New Year Blues

A sure sign of the calendar's fresh start is the 15th annual Anti-Freeze Blues Festival, always held the first weekend of January at the Magic Bag in Ferndale. This year's lineup promises two great shows to help bring in 2009.

Friday's big draw is the Siegel-Schwall Band of Chicago, which has continually stretched the boundaries of blues since its formation in 1966. The band has performed with symphony orchestras in Boston and San Francisco, and co-founder Corky Siegel once melded a string quartet and percussionist with his melodic harmonica on his most satisfying solo work, 1994's Chamber Blues.

Also on the bill are veteran blues-rockers Jeff Grand, Jim McCarty and Bobby East; Cee Cee Collins, who can growl one minute and caress a song as sweetly as you please the next, backed by R.J.s Rhythm Rockers; the T-Bone Walker-influenced Michael May and the Messarounds; and winners of the Detroit Blues Society's Detroit Blues Challenge, Count Bracey and the Pleasuretones.

Brian Miller, who blows harp for the Pleasuretones, describes the band as specializing in Chicago blues with a healthy dose of West Coast jump mixed in. "We like to keep it as old-school as possible," Miller says, describing how the band's soon-to-be released CD was recorded live in the studio with almost no overdubbing and using only vintage equipment — some dating back to the late 1940s. As winners of the Blues Challenge, the band will travel to Memphis in February to represent Detroit in the International Blues Challenge.

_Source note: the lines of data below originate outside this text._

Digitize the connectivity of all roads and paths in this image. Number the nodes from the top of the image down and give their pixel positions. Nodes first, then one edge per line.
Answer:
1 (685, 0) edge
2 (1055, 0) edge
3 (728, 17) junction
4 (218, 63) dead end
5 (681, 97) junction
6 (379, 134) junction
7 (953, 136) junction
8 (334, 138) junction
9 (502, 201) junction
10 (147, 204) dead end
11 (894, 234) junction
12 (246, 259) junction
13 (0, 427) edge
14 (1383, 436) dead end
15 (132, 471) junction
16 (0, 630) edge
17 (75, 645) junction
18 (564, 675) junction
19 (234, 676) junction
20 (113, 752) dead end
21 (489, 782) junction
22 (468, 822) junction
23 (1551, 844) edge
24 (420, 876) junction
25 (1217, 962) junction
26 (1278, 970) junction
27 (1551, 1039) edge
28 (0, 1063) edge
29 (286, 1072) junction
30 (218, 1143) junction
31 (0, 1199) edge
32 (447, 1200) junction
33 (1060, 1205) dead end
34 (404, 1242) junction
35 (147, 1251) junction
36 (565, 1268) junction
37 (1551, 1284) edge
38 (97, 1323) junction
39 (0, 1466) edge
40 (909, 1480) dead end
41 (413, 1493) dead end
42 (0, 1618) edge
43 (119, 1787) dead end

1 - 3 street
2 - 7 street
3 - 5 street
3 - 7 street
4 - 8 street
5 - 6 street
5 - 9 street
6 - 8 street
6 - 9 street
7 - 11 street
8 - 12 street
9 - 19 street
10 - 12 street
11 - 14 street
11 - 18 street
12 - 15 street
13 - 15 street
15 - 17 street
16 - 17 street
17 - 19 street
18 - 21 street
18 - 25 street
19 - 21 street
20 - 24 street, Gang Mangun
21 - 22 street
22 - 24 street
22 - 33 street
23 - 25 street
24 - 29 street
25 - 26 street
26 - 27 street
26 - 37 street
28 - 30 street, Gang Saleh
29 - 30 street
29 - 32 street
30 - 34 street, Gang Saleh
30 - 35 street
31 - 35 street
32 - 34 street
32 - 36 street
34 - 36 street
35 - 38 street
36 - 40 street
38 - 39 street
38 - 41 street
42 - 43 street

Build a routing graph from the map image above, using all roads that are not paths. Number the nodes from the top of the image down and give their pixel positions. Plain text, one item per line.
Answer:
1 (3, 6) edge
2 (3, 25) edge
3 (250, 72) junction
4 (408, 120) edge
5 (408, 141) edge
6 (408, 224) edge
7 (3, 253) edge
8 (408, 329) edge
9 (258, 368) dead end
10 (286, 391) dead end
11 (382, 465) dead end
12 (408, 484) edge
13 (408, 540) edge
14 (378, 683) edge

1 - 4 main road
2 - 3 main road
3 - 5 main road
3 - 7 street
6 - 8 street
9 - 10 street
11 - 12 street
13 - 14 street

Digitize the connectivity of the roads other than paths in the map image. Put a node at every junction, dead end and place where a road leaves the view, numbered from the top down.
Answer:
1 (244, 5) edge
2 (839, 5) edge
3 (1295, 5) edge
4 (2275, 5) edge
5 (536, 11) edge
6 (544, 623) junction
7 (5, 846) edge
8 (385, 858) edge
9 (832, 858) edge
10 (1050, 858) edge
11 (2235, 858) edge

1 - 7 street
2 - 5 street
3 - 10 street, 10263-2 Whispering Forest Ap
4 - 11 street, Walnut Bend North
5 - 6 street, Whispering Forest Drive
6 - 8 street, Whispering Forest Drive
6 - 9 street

Saturday's show will be capped off by John Hammond, who first recorded in 1962 and whose new disc, Push Comes to Shove, was produced by Garrett Dutton, better known as G. Love. The new CD is something of a reinvention for Hammond. He wrote five of the 12 tracks (he'd done almost no writing for his 30-plus previous recordings), and a collaboration with G. Love ("Tore Down") blends a Freddie King sample with hip-hop influences — but not in a way that should piss off a blues purist.

Also performing Saturday is the solo winner of the Detroit Blues Challenge, John Latini, the rough-and-tumble Rump Shakers (Chef Chris says the band is "trying to create a ruckus,"), Johnnie Bassett and Thornetta Davis.

Make a resolution that's easy to keep and a helluva lot of fun — spend the New Year's first weekend in Ferndale. It'll be good for the soul.

The 15th annual Anti-Freeze Blues Festival, a fundraiser for the Detroit Blues Society, is Friday and Saturday, Jan. 2-3, at the Magic Bag, 22920 Woodward Ave., Ferndale. Tickets are $25 each night. Doors open at 7 p.m. Call 248-544-1991 for information.